Two frogs fell into a can of cream, Or so I've heard it told; The sides of the can were shiny and steep, The cream was deep and cold. "O, what's the use?" croaked No. 1, "'Tis fate; no help's around. Goodbye, my friends! Goodbye, sad world!" And weeping still, he drowned. But Number 2, of sterner stuff, Dog-paddled in surprise, The while he wiped his creamy face And dried his creamy eyes. "I'll swim awhile, at least," he said - Or so I've heard he said; "It really wouldn't help the world If one more frog were dead." An hour or two he kicked and swam, Not once he stopped to mutter, But kicked and kicked and swam and kicked, Then hopped out, via butter! T.C. Hamlet
An Indian fable talks about a mouse that was constantly in fear of cat. So one day, a magician changed the mouse into a cat. But then the cat was afraid of a dog. So the magician changed the cat into a dog. But the dog was afraid of a tiger. So the magician changed the dog into a tiger. But then the tiger was afraid of a hunter. Finally, in exasperation, the magician said, "Be a mouse again, you have only the heart of a mouse and I cannot help you."
When God measures a man, he puts the tape around the heart instead of the head.
Every day, an old man sat in his rocking chair with his granddaughter outside a petrol station, greeting tourists who passed through their town. One day, a man who seemed to be looking for somewhere to live asked, "So what sort of town is this?" "What sort of town do you come from?" the old man replied. The tourist answered, "Everyone criticises everyone. It's really bad." "That's just the way it is here," said the old man.
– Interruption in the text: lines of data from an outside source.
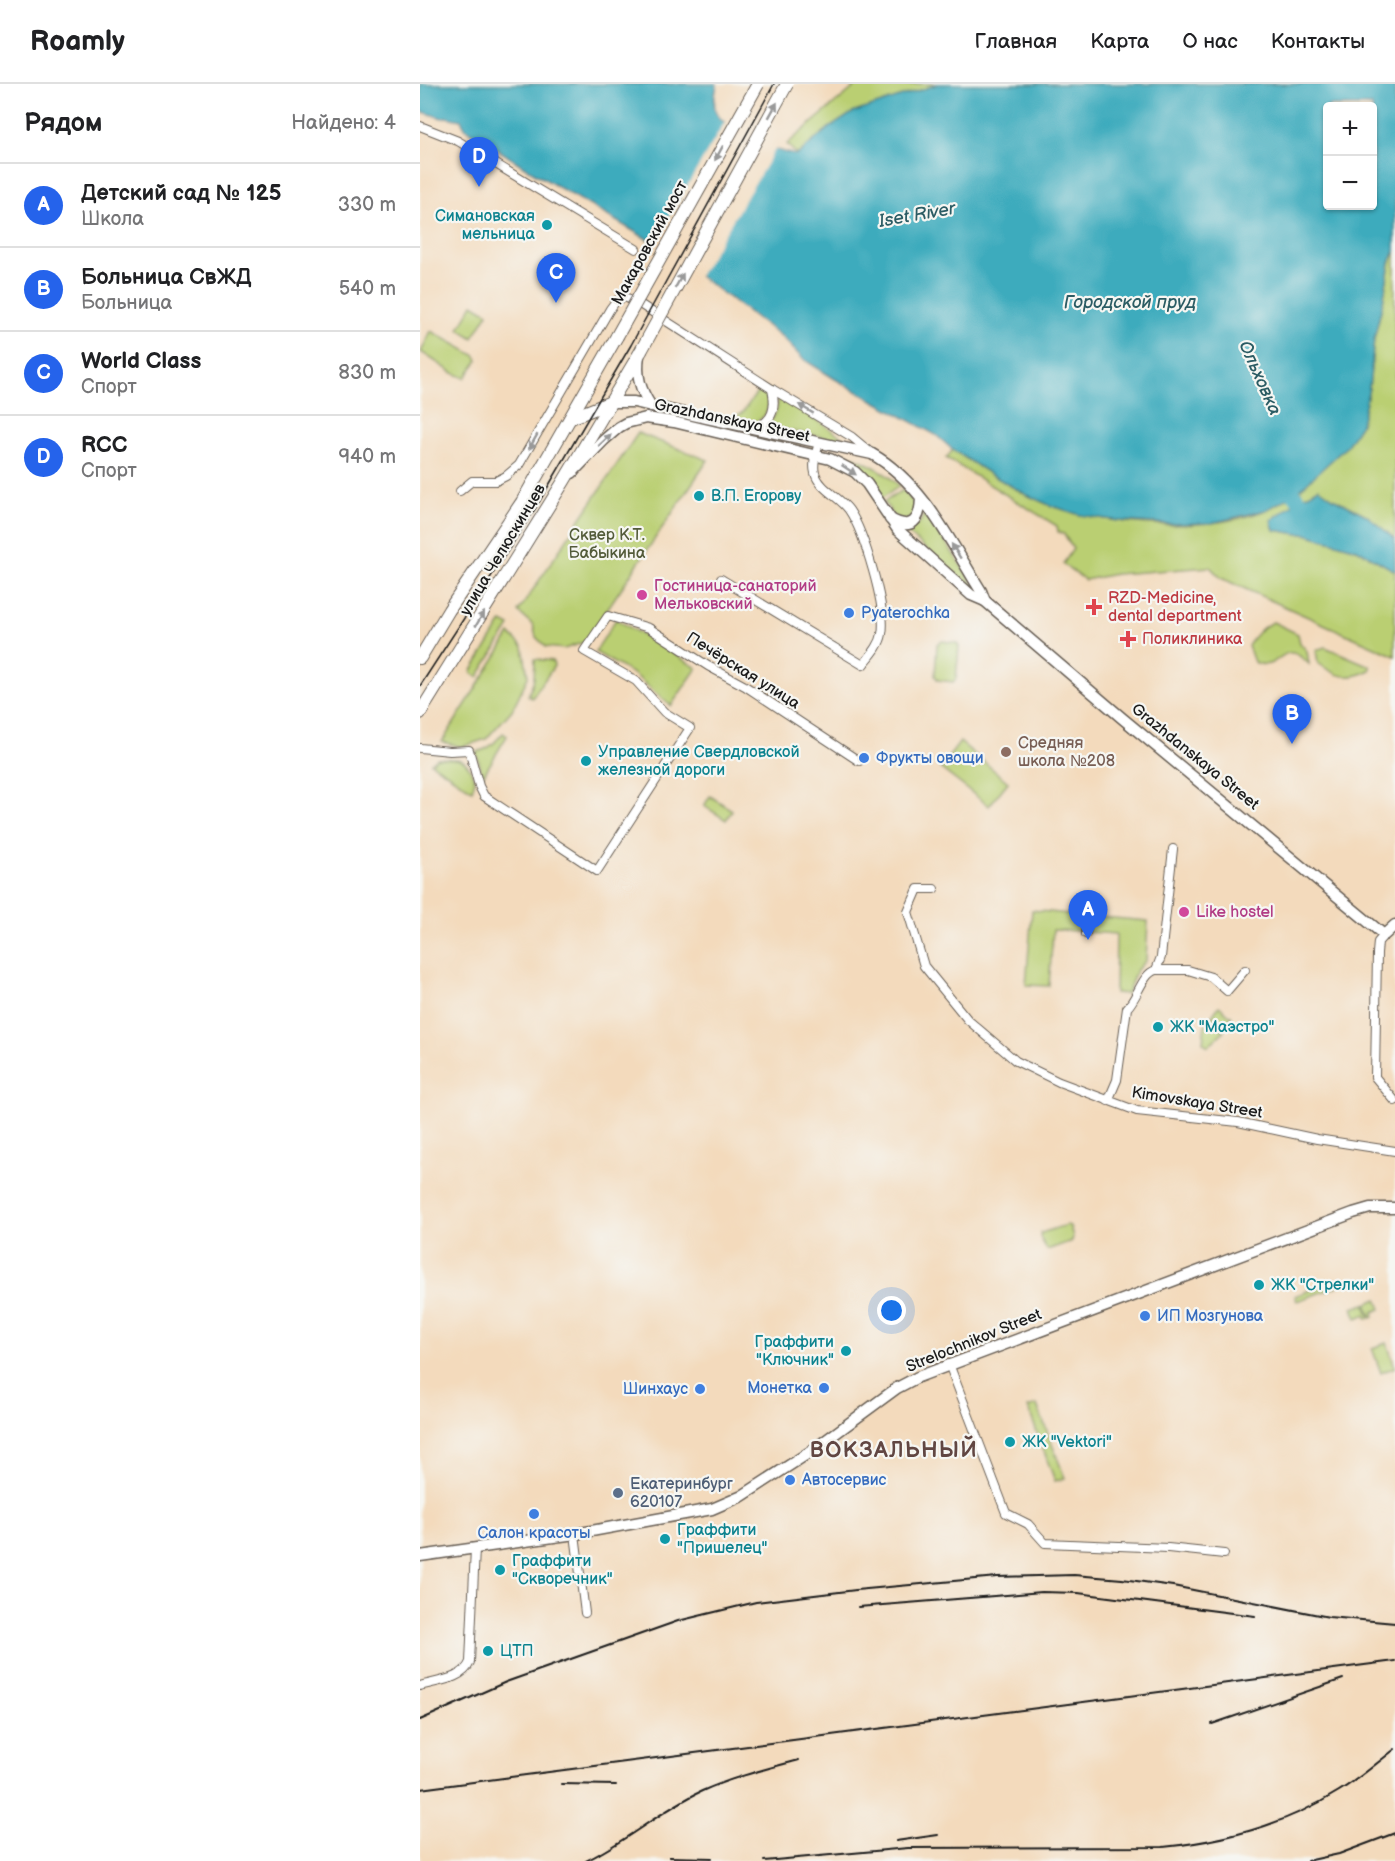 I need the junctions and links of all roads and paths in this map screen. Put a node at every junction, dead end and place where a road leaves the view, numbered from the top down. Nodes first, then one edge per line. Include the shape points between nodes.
1 (758, 84) edge
2 (787, 84) edge
3 (420, 126) edge
4 (636, 249) dead end
5 (640, 352) junction
6 (772, 388) junction
7 (611, 402) junction
8 (651, 406) junction
9 (571, 418) junction
10 (749, 428) junction
11 (819, 442) junction
12 (872, 454) junction
13 (816, 455) junction
14 (564, 481) junction
15 (460, 491) dead end
16 (921, 499) junction
17 (890, 519) junction
18 (721, 579) dead end
19 (985, 602) junction
20 (422, 651) edge
21 (420, 713) edge
22 (420, 748) edge
23 (859, 761) dead end
24 (1173, 849) dead end
25 (934, 889) dead end
26 (1088, 914) dead end
27 (1395, 925) edge
28 (1086, 934) dead end
29 (1384, 935) junction
30 (1156, 970) junction
31 (1245, 970) dead end
32 (1108, 1101) junction
33 (1395, 1101) edge
34 (1395, 1151) edge
35 (1395, 1208) edge
36 (950, 1364) junction
37 (575, 1534) junction
38 (475, 1548) junction
39 (1224, 1554) dead end
40 (420, 1556) edge
41 (585, 1613) dead end
42 (420, 1686) edge

1 -> 9 main road, Макаровский мост, bridge
5 -> 2 main road, bridge
3 - 4 street via 458,141
5 - 7 main road
5 - 8 street via 640,386
6 - 10 street via 771,416 759,426
12 -> 6 street via 852,437
6 -> 15 street via 624,297 616,301 594,336 519,465 506,477 472,481
7 - 8 street, Grazhdanskaya Street
7 - 9 main road, Grazhdanskaya Street
7 - 14 main road, улица Челюскинцев
8 - 10 street, Grazhdanskaya Street
9 - 20 main road, улица Челюскинцев via 510,521
10 - 11 street, Grazhdanskaya Street
11 - 12 street, Grazhdanskaya Street
11 - 13 street
12 - 16 street, Grazhdanskaya Street via 896,471
14 -> 13 street, Grazhdanskaya Street via 620,427 646,418
13 -> 17 street, Grazhdanskaya Street via 855,472
13 - 18 street via 815,474 848,509 868,554 877,590 882,634 863,665
21 -> 14 main road, улица Челюскинцев
16 - 17 street via 919,516 914,522 901,525
19 -> 16 street, Grazhdanskaya Street
17 - 19 street, Grazhdanskaya Street via 910,543 970,595
19 - 29 street, Grazhdanskaya Street
22 - 23 street, Печёрская улица via 469,750 484,796 597,871 690,728 664,712 636,681 584,651 608,616 649,628
24 - 30 street via 1161,957
25 - 32 street, Kimovskaya Street via 918,890 908,912 924,966 957,1008 1016,1061
26 - 28 street
27 - 29 street
29 - 33 street via 1378,942 1377,953 1375,1077
30 - 31 street via 1188,970 1212,977 1227,991
30 - 32 street via 1145,978 1135,1000 1126,1008 1117,1080
32 - 34 street, Kimovskaya Street via 1137,1111 1238,1122
35 - 36 street, Strelochnikov Street via 1353,1213
36 - 37 street, Strelochnikov Street via 897,1388 742,1496 712,1509
36 - 39 street via 1006,1514 1028,1524 1045,1543
37 - 38 street, Strelochnikov Street
37 - 41 street
38 - 40 street, Strelochnikov Street
38 - 42 street via 468,1668 459,1675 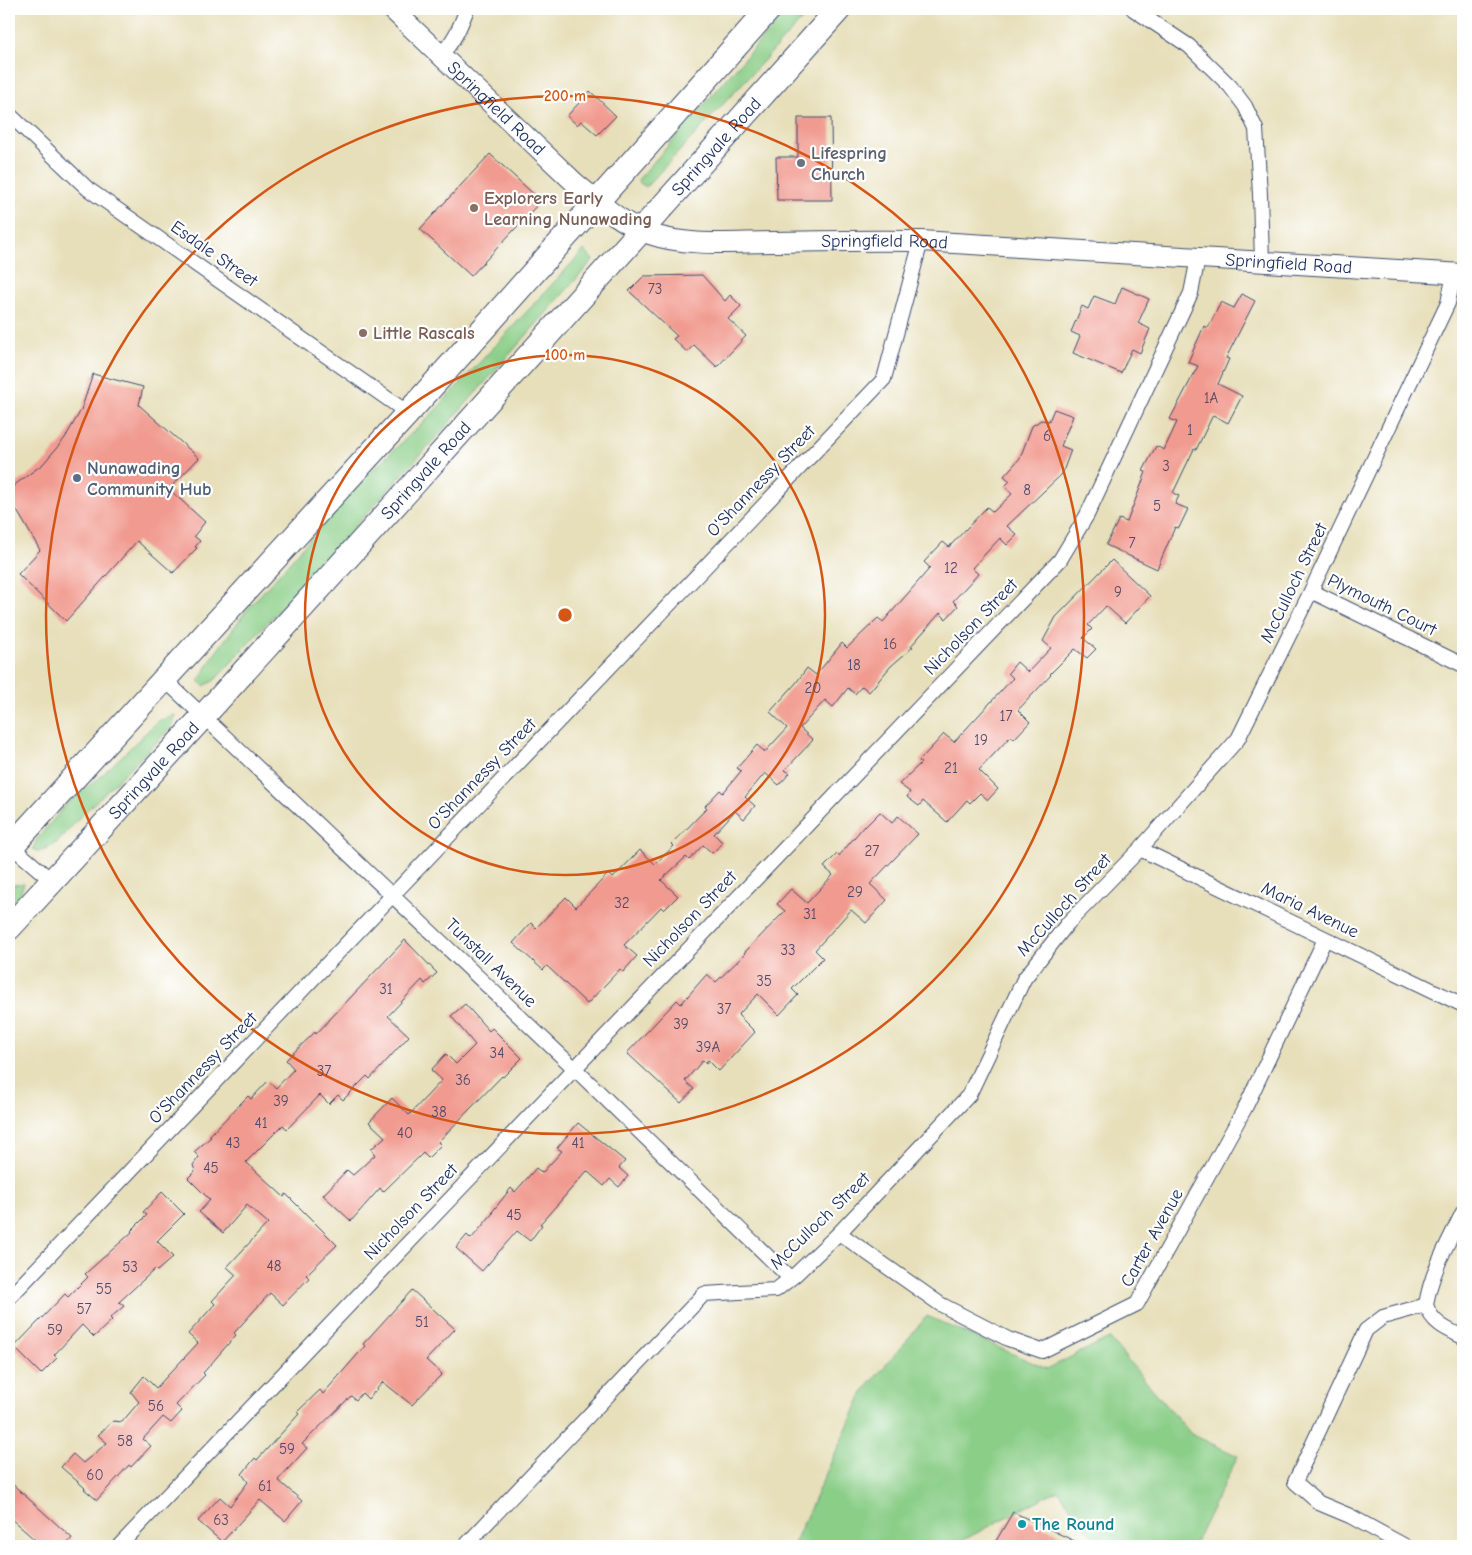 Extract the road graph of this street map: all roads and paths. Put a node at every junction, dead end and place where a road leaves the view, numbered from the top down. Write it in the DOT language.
graph roads {
  1 [pos="392,9"];
  2 [pos="467,9"];
  3 [pos="769,9"];
  4 [pos="839,9"];
  5 [pos="1133,9"];
  6 [pos="440,55"];
  7 [pos="9,114"];
  8 [pos="597,202"];
  9 [pos="641,230"];
  10 [pos="921,242"];
  11 [pos="1198,258"];
  12 [pos="1262,262"];
  13 [pos="1459,274"];
  14 [pos="408,413"];
  15 [pos="1311,591"];
  16 [pos="1463,665"];
  17 [pos="164,678"];
  18 [pos="204,715"];
  19 [pos="10,846"];
  20 [pos="1140,849"];
  21 [pos="52,881"];
  22 [pos="393,895"];
  23 [pos="9,928"];
  24 [pos="1325,939"];
  25 [pos="1463,1005"];
  26 [pos="574,1068"];
  27 [pos="1463,1212"];
  28 [pos="840,1233"];
  29 [pos="790,1278"];
  30 [pos="9,1298"];
  31 [pos="1426,1305"];
  32 [pos="1463,1337"];
  33 [pos="118,1546"];
  34 [pos="465,1546"];
  35 [pos="1405,1546"];
  1 -- 6 [label="main road, Springfield Road"];
  2 -- 6 [label="street"];
  3 -- 8 [label="highway"];
  4 -- 9 [label="highway, Springvale Road"];
  5 -- 12 [label="street"];
  6 -- 8 [label="main road, Springfield Road"];
  7 -- 14 [label="street, Esdale Street"];
  8 -- 9 [label="main road, Springfield Road"];
  8 -- 14 [label="highway"];
  9 -- 10 [label="main road, Springfield Road"];
  9 -- 18 [label="highway, Springvale Road"];
  10 -- 11 [label="main road, Springfield Road"];
  10 -- 22 [label="street, O'Shannessy Street"];
  11 -- 12 [label="main road, Springfield Road"];
  11 -- 26 [label="street, Nicholson Street"];
  12 -- 13 [label="main road, Springfield Road"];
  13 -- 15 [label="street, McCulloch Street"];
  14 -- 17 [label="highway"];
  15 -- 16 [label="street, Plymouth Court"];
  15 -- 20 [label="street, McCulloch Street"];
  17 -- 18 [label="street, Tunstall Avenue"];
  17 -- 19 [label="highway"];
  18 -- 21 [label="highway, Springvale Road"];
  18 -- 22 [label="street, Tunstall Avenue"];
  19 -- 21 [label="street"];
  20 -- 24 [label="street, Maria Avenue"];
  20 -- 28 [label="street, McCulloch Street"];
  21 -- 23 [label="highway, Springvale Road"];
  22 -- 26 [label="street, Tunstall Avenue"];
  22 -- 30 [label="street, O'Shannessy Street"];
  24 -- 25 [label="street, Maria Avenue"];
  24 -- 28 [label="street, Carter Avenue"];
  26 -- 29 [label="street, Tunstall Avenue"];
  26 -- 33 [label="street, Nicholson Street"];
  27 -- 31 [label="street"];
  28 -- 29 [label="street, McCulloch Street"];
  29 -- 34 [label="street, McCulloch Street"];
  31 -- 32 [label="street"];
  31 -- 35 [label="street"];
} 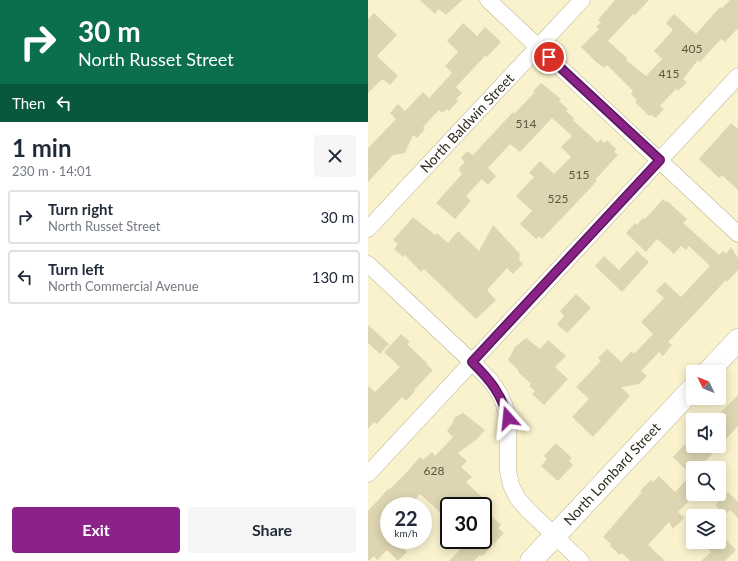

A few days later, another man asked, "So what sort of town is this?" "What sort of town do you come from?" the old man replied again. The tourist answered, "It's great. Everyone gets along so well." "That's just the way it is here," said the old man. After the man left, the granddaughter said, "How come you told the first guy this was a bad place to live, and the second guy this is a great place to live?" "Because wherever you go, you take your attitude with you, and that's what makes it good or bad."
Attitude is the librarian of our past, the speaker of our present, and the prophet of our future.
Bad attitudes won't change your past, but they will mess up your future.
Can you face triumph and disaster and treat them both the same?
Adversity reveals our attitudes.
Get rid of stinking thinking and do a check-up from the neck up.
No one is unreachable as long as he is teachable.
Life is 10% what happens to you and 90% how you respond.
The no.1 problem in our country is apathy - but who cares?
Attitude is more important than aptitude.
Your outlook will determine your outcome. Your attitude will determine your altitude.